## Importing Libraries

In [0]:
from pyspark.sql.functions import *
from pyspark.sql.types import *
from pyspark.sql.window import Window

**3308. Find Top Performing Driver (Medium)**

**Table: Drivers**

| Column Name  | Type    |
|--------------|---------|
| driver_id    | int     |
| name         | varchar |
| age          | int     |
| experience   | int     |
| accidents    | int     |

(driver_id) is the unique key for this table.
Each row includes a driver's ID, their name, age, years of driving experience, and the number of accidents they’ve had.

**Table: Vehicles**
| Column Name  | Type    |
|--------------|---------|
| vehicle_id   | int     |
| driver_id    | int     |
| model        | varchar |
| fuel_type    | varchar |
| mileage      | int     |

(vehicle_id, driver_id, fuel_type) is the unique key for this table.
Each row includes the vehicle's ID, the driver who operates it, the model, fuel type, and mileage.

**Table: Trips**
| Column Name  | Type    |
|--------------|---------|
| trip_id      | int     |
| vehicle_id   | int     |
| distance     | int     |
| duration     | int     |
| rating       | int     |

(trip_id) is the unique key for this table.
Each row includes a trip's ID, the vehicle used, the distance covered (in miles), the trip duration (in minutes), and the passenger's rating (1-5).
Uber is analyzing drivers based on their trips. 

**Write a solution to find the top-performing driver for each fuel type based on the following criteria:**
- A driver's performance is calculated as the average rating across all their trips. Average rating should be rounded to 2 decimal places.
- If two drivers have the same average rating, the driver with the longer total distance traveled should be ranked higher.
- If there is still a tie, choose the driver with the fewest accidents.

Return the result table ordered by fuel_type in ascending order.

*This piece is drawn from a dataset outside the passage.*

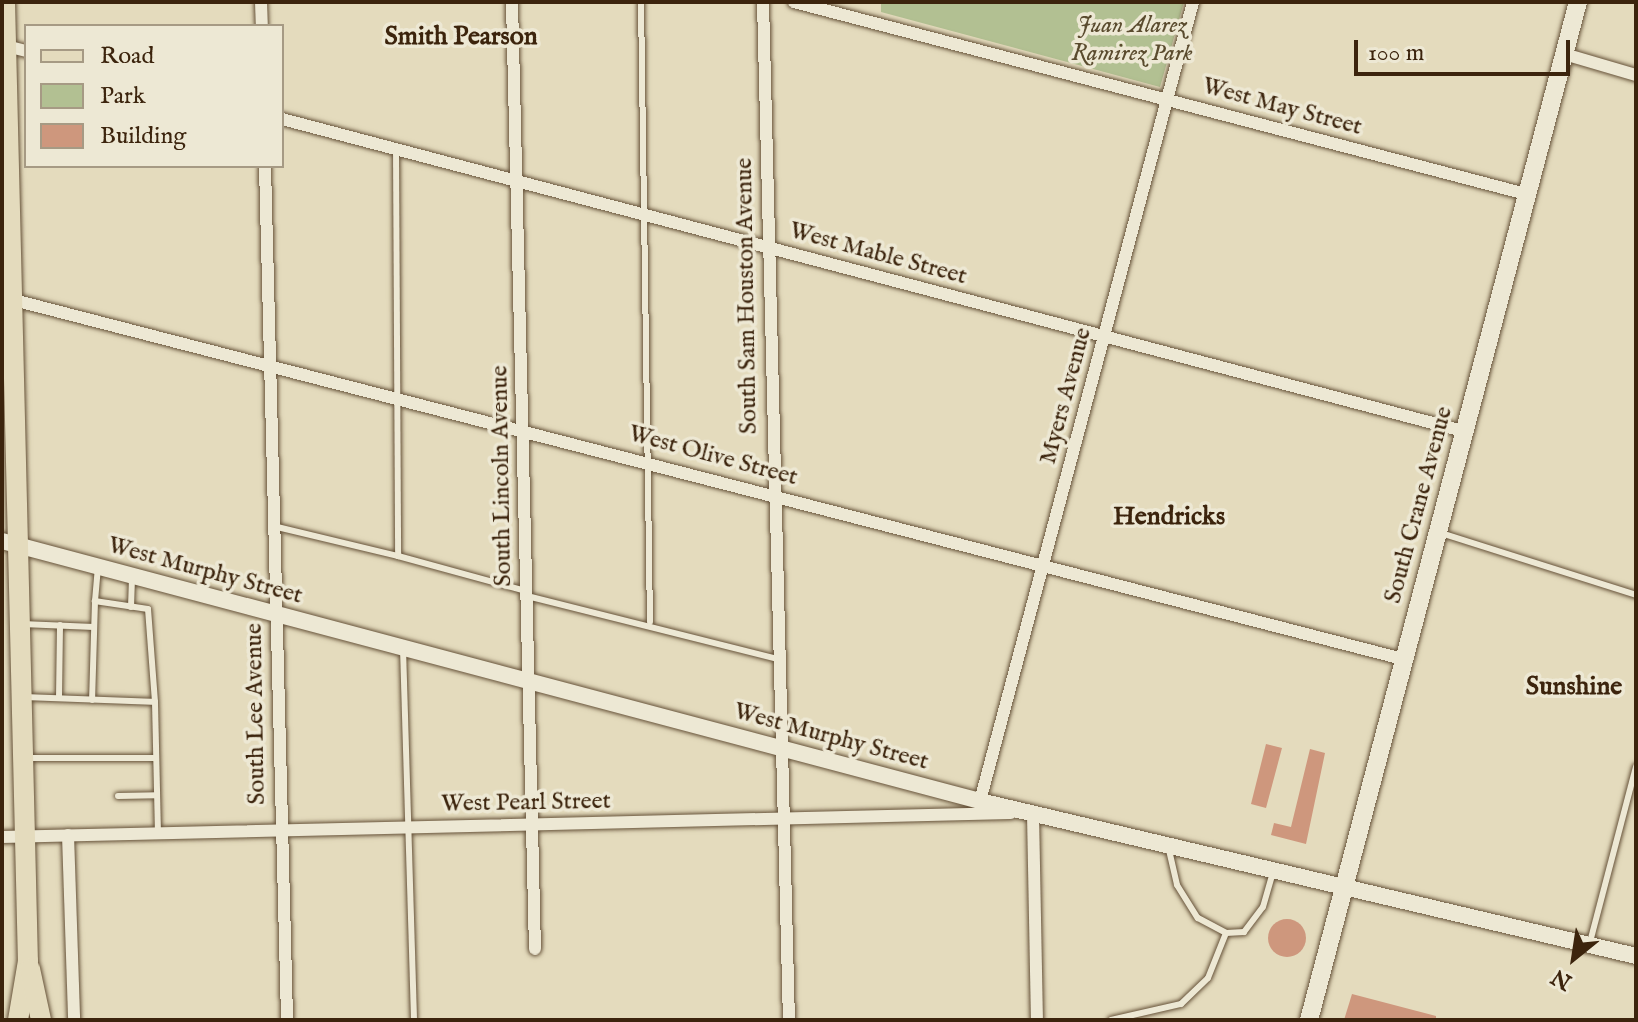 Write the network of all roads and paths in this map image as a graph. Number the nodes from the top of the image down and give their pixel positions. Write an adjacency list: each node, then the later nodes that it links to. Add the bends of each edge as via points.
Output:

The result format is in the following example.

**Example:**

**Input:**

**Drivers table:**

| driver_id | name     | age | experience | accidents |
|-----------|----------|-----|------------|-----------|
| 1         | Alice    | 34  | 10         | 1         |
| 2         | Bob      | 45  | 20         | 3         |
| 3         | Charlie  | 28  | 5          | 0         |

**Vehicles table:**

| vehicle_id | driver_id | model   | fuel_type | mileage |
|------------|-----------|---------|-----------|---------|
| 100        | 1         | Sedan   | Gasoline  | 20000   |
| 101        | 2         | SUV     | Electric  | 30000   |
| 102        | 3         | Coupe   | Gasoline  | 15000   |

**Trips table:**

| trip_id | vehicle_id | distance | duration | rating |
|---------|------------|----------|----------|--------|
| 201     | 100        | 50       | 30       | 5      |
| 202     | 100        | 30       | 20       | 4      |
| 203     | 101        | 100      | 60       | 4      |
| 204     | 101        | 80       | 50       | 5      |
| 205     | 102        | 40       | 30       | 5      |
| 206     | 102        | 60       | 40       | 5      |

**Output:**
| fuel_type | driver_id | rating | distance |
|-----------|-----------|--------|----------|
| Electric  | 2         | 4.50   | 180      |
| Gasoline  | 3         | 5.00   | 100      |

**Explanation:**
- For fuel type Gasoline, both Alice (Driver 1) and Charlie (Driver 3) have trips. Charlie has an average rating of 5.0, while Alice has 4.5. Therefore, Charlie is selected.
- For fuel type Electric, Bob (Driver 2) is the only driver with an average rating of 4.5, so he is selected.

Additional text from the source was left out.